On Fri, Jan 30, 2026 at 03:22:45PM +0700, John Naylor wrote:
> 0001 - I'm pretty sure this is comparable to HEAD if the optimized
> function is pg_popcount_sse42(). Has the AVX512 version been tested
> with 8-byte inputs? That seems to have a lot of pre- and
> post-processing involved. The inline wrapper only bypasses for 7 or
> less bytes.
Here [0] is the latest perf data I see for the AVX-512 popcount patch,
although that's comparing to v16, which IIRC lacks a few other inlining
tricks. There's a chance the SSE4.2 version is faster at that particular
length. I'm not sure we need to worry about that, but I can do a bit of
testing if you'd like.
> 0002
> - I tried running this on x86-64 with alignment sanitizer and no
> alarms went off during "make check", but adding
> pg_attribute_no_sanitize_alignment() would prevent surprises in the
> future.
Done.
> - I imagine that the old SIZEOF_VOID_P check is superfluous now, since
> the whole file is gated by HAVE_X86_64_POPCNTQ.

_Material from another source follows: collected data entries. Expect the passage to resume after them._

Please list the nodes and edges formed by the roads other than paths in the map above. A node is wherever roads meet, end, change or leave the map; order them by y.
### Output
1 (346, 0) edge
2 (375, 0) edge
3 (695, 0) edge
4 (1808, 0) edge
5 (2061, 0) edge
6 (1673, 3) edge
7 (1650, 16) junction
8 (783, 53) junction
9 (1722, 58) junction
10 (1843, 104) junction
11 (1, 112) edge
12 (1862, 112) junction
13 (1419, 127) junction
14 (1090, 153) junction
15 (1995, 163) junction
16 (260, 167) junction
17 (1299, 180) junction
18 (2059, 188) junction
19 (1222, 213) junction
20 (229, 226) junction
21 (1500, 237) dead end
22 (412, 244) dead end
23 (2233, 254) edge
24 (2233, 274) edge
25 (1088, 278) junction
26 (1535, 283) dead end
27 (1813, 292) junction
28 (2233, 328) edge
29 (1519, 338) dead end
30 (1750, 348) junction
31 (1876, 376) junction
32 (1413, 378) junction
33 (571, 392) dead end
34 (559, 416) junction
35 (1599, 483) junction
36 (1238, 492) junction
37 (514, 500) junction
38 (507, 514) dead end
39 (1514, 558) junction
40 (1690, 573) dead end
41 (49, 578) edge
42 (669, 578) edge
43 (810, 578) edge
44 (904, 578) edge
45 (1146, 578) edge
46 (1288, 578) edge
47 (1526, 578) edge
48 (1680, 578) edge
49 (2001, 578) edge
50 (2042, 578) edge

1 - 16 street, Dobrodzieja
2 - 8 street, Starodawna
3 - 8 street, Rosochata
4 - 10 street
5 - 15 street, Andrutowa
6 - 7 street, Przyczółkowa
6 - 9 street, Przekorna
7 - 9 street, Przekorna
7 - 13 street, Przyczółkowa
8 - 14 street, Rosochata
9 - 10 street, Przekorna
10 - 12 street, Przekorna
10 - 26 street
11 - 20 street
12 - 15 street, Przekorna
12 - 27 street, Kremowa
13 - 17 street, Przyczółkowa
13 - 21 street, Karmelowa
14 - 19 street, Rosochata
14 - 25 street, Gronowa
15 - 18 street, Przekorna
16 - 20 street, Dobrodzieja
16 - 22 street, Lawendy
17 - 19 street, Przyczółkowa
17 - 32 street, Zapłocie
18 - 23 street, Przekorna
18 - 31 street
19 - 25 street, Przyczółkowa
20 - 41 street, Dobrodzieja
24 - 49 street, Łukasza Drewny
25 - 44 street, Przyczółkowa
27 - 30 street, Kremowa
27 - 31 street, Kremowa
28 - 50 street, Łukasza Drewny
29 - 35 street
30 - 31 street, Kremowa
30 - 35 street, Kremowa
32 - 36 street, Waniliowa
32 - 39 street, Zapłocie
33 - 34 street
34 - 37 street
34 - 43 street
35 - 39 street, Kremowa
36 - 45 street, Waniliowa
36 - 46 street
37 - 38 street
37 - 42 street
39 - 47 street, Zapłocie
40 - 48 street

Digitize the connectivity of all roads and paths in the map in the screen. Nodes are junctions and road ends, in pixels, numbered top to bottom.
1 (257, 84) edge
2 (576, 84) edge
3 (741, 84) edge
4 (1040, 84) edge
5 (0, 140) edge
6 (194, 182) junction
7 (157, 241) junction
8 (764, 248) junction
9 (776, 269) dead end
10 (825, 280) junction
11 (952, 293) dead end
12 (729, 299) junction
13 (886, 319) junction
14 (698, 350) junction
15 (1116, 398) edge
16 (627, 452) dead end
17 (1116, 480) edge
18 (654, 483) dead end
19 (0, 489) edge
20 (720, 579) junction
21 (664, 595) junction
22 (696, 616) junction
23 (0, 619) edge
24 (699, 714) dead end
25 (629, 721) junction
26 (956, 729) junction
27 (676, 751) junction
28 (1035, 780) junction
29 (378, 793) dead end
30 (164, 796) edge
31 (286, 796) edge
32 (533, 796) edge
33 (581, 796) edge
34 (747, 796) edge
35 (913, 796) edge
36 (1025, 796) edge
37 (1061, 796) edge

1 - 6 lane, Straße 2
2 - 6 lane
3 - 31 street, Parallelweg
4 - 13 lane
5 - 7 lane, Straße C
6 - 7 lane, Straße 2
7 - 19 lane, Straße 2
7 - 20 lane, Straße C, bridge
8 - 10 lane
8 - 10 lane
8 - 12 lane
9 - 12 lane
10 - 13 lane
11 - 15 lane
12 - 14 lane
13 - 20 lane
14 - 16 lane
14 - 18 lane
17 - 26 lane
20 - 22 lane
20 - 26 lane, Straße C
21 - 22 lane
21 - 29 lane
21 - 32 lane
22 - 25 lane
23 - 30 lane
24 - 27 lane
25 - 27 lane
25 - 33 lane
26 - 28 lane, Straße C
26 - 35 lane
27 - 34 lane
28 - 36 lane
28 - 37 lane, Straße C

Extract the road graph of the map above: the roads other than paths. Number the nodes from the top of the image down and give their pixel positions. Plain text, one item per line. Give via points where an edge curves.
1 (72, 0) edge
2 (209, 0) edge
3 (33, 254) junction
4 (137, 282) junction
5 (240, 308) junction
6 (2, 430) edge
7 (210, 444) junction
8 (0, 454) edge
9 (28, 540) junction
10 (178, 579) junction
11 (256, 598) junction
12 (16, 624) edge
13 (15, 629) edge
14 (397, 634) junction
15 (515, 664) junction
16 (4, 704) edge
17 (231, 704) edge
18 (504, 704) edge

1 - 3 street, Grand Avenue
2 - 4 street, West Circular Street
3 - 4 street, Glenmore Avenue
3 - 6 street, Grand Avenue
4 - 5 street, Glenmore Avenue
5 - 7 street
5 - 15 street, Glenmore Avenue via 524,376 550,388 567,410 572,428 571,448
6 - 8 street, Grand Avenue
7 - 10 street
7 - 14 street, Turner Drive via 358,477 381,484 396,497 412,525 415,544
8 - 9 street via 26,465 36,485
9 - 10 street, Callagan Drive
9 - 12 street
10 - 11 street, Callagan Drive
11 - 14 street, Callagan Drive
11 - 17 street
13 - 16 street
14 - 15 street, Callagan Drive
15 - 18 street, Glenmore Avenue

I think you're right. There was some concern about this when I was first
adding the SSE4.2-specific pg_popcount() [1], but all the configure-time
checks for HAVE_X86_64_POPCNTQ are restricted to 64-bit x86, so I bet we
could safely assume SIZEOF_VOID_P == 8 in that file.
> - Maybe we can remove the aligned 32-bit path in
> pg_popcount_(masked_)portable(), since that's on-topic for this patch
> and would simplify things further.
IMHO that's a reasonable thing for us to do.
[0] https://postgr.es/m/20240404171828.GA3866970%40nathanxps13
[1] https://postgr.es/m/CAApHDvojPyh6dLKooqjXSZE%3D0Ed590Lq1BxF7WQ9knSggyuJEA%40mail.gmail.com
--
nathan